The Cadborosaurus, also known as Caddy, is a sea serpent that is said to live in the coastal waters of British Columbia and Washington State in North America. Caddy is named after Cadboro Bay in Victoria where it was first seen in the mid-1800s.
|Cryptid Name:||Cadborosaurus / Caddy|
|Location:||Coastal waters of British Columbia and Washington State in North America.|
|Description:||Sea serpent with a long neck, reptilian or fish-like head that is dark green to black in color.|
|Size:||Lengths of between 20 to 70 feet / 6 to 21 meters or more.|
|Diet:||Unknown, as there is no confirmed scientific data.|
|Habitat/Environment:||Coastal waters of the Pacific Northwest.|
|Evidence:||Over 300 reported sightings, but no scientific evidence. No conclusive physical or photographic evidence.|
|Sightings and Encounters:||First sighted in Cadboro Bay in Victoria, British Columbia, in 1933. There have been over 300 reported sightings over the years.|
|Skepticism/Explanations:||Some scientists believe that the Cadborosaurus may be a misidentified known marine animal, such as a basilosaurus whale or a giant oarfish. Others believe that it may be a new and undiscovered species.|
What Does Caddy The Cadborosaurus Look Like?

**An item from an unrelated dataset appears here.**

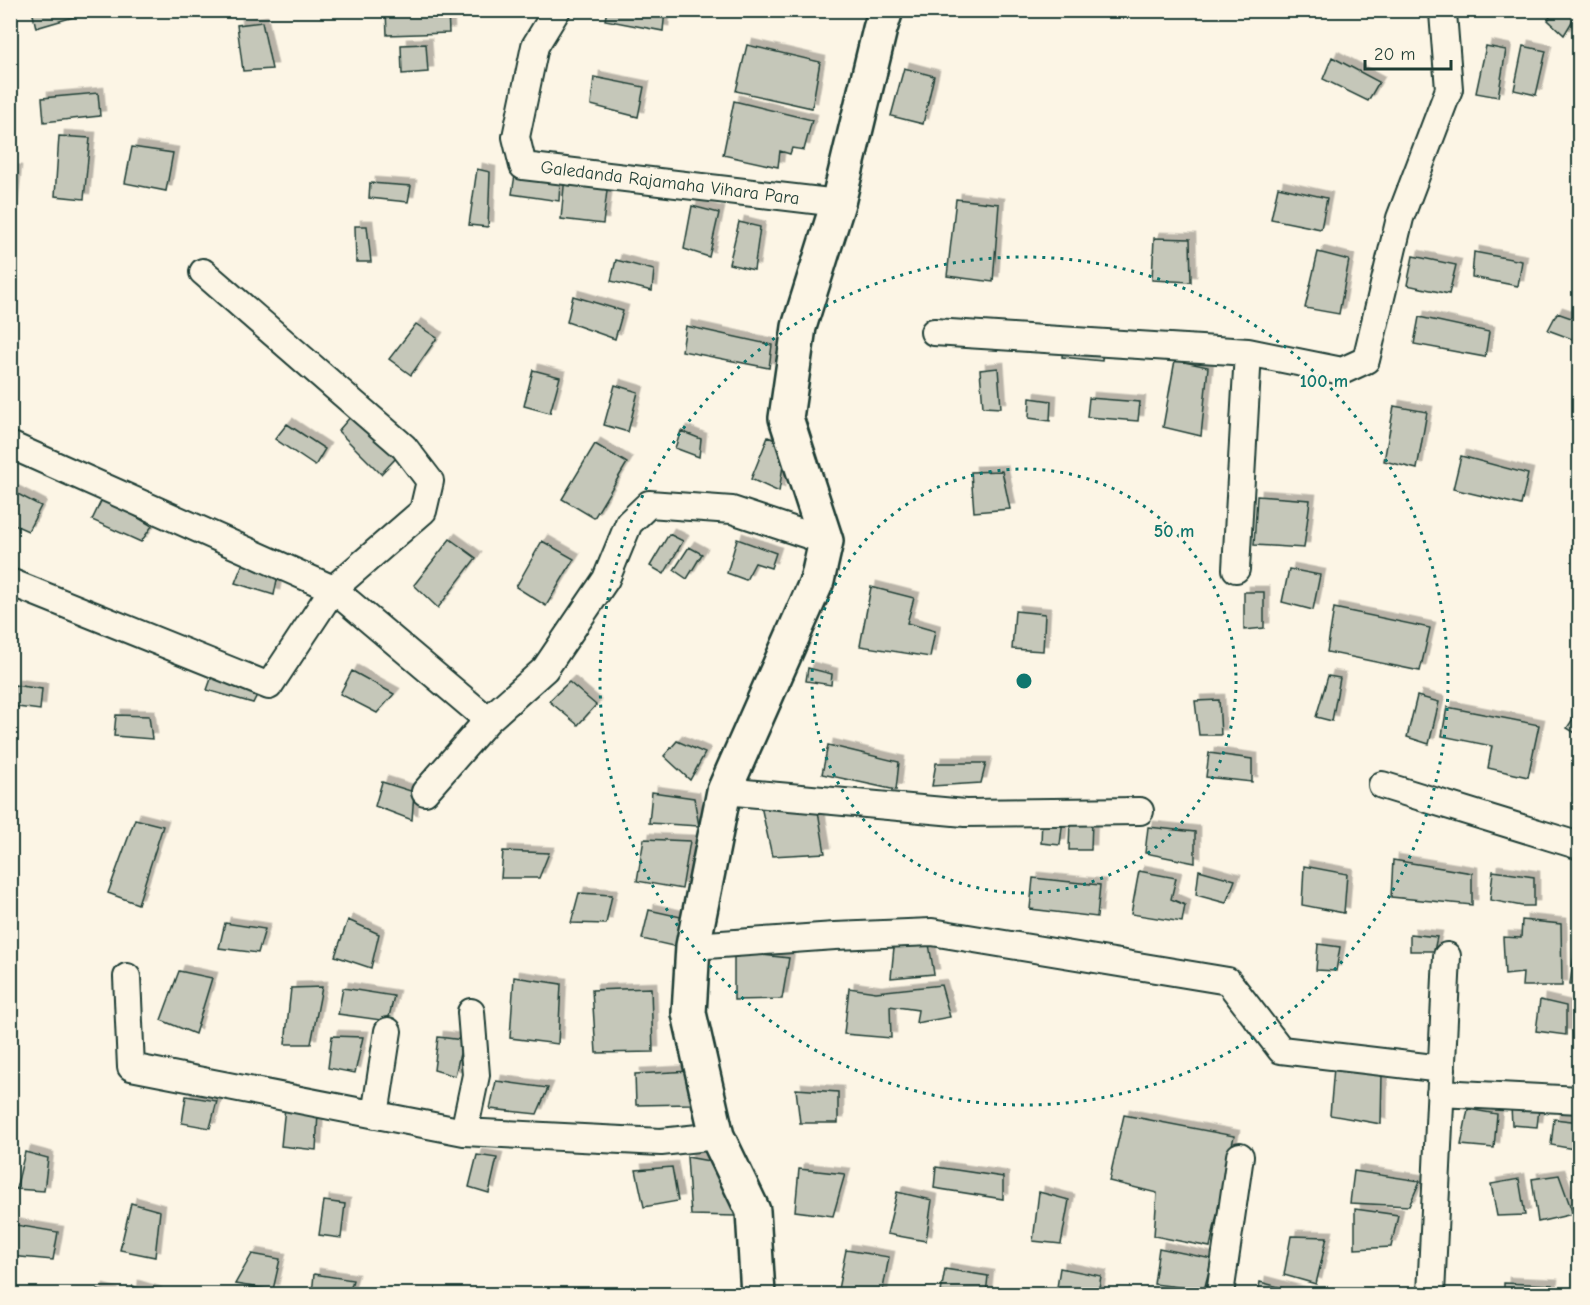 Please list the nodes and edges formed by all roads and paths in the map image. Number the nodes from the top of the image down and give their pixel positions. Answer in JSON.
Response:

The Cadborosaurus is said to have a long, serpent-like neck that protrudes from the water with some people saying it has a series of humps along its back which are sometimes visible above the water’s surface.
Similar to the Tizheruk, eyewitnesses describe it as having a head that looks reptilian or horse-like with a rounded snout, big eyes, and a “mane” or scales that run down its back. It is dark in color and some say it can read lengths of 70 feet / 21 meters or more.

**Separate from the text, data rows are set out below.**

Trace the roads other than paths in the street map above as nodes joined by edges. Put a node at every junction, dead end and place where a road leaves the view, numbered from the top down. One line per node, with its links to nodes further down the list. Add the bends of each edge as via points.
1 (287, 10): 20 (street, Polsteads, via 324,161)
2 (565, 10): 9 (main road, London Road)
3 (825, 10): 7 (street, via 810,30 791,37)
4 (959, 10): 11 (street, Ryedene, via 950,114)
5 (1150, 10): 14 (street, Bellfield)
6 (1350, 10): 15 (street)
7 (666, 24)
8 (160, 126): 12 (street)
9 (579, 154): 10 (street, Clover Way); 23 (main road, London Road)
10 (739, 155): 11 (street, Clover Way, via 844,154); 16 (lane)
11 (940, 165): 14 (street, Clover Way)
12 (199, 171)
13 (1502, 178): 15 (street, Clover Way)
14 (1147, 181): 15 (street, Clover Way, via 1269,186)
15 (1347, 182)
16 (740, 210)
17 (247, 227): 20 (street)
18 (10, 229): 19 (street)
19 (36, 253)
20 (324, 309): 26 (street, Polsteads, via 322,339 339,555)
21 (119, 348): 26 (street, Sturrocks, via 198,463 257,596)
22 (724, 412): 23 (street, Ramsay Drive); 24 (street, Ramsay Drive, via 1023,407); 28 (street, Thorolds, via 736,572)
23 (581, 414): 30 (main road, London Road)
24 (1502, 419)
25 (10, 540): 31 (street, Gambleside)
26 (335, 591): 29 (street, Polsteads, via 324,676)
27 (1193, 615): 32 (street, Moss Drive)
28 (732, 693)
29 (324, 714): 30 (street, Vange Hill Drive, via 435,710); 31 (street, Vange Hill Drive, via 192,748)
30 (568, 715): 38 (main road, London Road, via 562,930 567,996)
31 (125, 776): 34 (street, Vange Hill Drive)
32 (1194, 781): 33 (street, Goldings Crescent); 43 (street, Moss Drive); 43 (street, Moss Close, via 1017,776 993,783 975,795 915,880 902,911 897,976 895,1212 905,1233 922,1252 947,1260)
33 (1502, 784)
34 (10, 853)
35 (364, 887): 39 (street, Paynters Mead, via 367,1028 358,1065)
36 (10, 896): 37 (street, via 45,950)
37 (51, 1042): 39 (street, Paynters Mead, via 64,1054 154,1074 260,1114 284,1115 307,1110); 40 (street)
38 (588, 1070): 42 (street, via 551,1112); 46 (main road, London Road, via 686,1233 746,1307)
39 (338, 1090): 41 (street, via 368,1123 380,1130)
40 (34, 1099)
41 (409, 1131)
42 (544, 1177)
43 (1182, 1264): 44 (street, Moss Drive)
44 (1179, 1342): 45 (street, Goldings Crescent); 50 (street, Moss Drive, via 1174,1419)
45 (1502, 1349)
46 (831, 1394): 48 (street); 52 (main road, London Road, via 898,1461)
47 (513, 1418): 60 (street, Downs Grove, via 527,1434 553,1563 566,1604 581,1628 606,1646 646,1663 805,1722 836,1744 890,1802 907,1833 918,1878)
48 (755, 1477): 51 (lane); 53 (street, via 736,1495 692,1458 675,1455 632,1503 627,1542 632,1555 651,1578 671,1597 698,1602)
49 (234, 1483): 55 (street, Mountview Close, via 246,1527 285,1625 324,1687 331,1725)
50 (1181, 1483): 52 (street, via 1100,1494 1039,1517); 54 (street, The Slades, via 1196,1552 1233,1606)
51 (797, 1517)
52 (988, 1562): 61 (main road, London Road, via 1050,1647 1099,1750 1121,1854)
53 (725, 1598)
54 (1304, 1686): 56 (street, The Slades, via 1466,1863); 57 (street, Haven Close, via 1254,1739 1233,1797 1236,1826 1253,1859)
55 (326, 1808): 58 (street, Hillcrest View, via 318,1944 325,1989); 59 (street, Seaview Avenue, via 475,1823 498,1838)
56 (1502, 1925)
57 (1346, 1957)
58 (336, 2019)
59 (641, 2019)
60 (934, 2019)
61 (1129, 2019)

The first official sightings of Caddie began in the mid-1800s when witnesses started reporting a massive sea monster in the coastal waters of British Columbia and Washington.
In 1933, an editor for the Victoria Daily Times by the name of Archie Wills began investigating the sightings. Interestingly, 1933 was the same year as the Loch Ness Monster started gaining a lot of attention.
The sea monster was given the name “Cadborosaurus” or nicknamed Caddy by an unknown man in a letter to Wills but it never was confirmed who the man was, nevertheless the name stuck.
In 1937, a strange carcass was discovered in the stomach of a sperm whale. It was named the Naden carcass because it was found at the Naden Harbour. Witnesses described the carcass as being in good condition with little damage. They said that it had a reptilian appearance, about 10 feet long with a head similar to that of a horse or camel which can be seen in the picture below.
The carcass was shown to the public in Bellevue, Washington, and then sent to Victoria where the museum director dismissed it as the remains of a whale and unfortunately discarded it.
There are only a couple of pictures of the carcass that remain with this one being the most clear.
While there have been many sightings over the years with the descriptions of Caddy remaining consistent in most eyewitness accounts, there haven’t been any good-quality photos or videos taken of the sea serpent. However, I did manage to find the following video which was filmed in 2009 supposedly showing the Cadborsaurus moving through the water.
There are many people who believe that Caddy is a real creature that is yet to be confirmed by science. However, there are skeptics who believe that sightings are simply misidentifications of known animals. One suggestion is that the Cadoborosaurus could be a Giant Oarfish.
The Giant Oarfish (Regalecus glesne) is a very elusive deep-sea fish that is said to be the longest bony fish in the world reaching lengths of between 10 to 36 feet / 3 to 11 meters.
It is usually only found at depths of about 660 to 3,300 feet / 200 to 1,000 meters so it is not a fish that people would ordinarily see. They are solitary creatures and aren’t that well documented. Because they are rarely seen alive near the ocean’s surface, a lot of legends and myths have been built around them associating them with sea serpents and ocean monsters.
In 1996 a photograph was taken of a Giant Oarfish that was found near San Diego, California which was 23 feet / 7 meters long and weighed about 300lb / 140kg.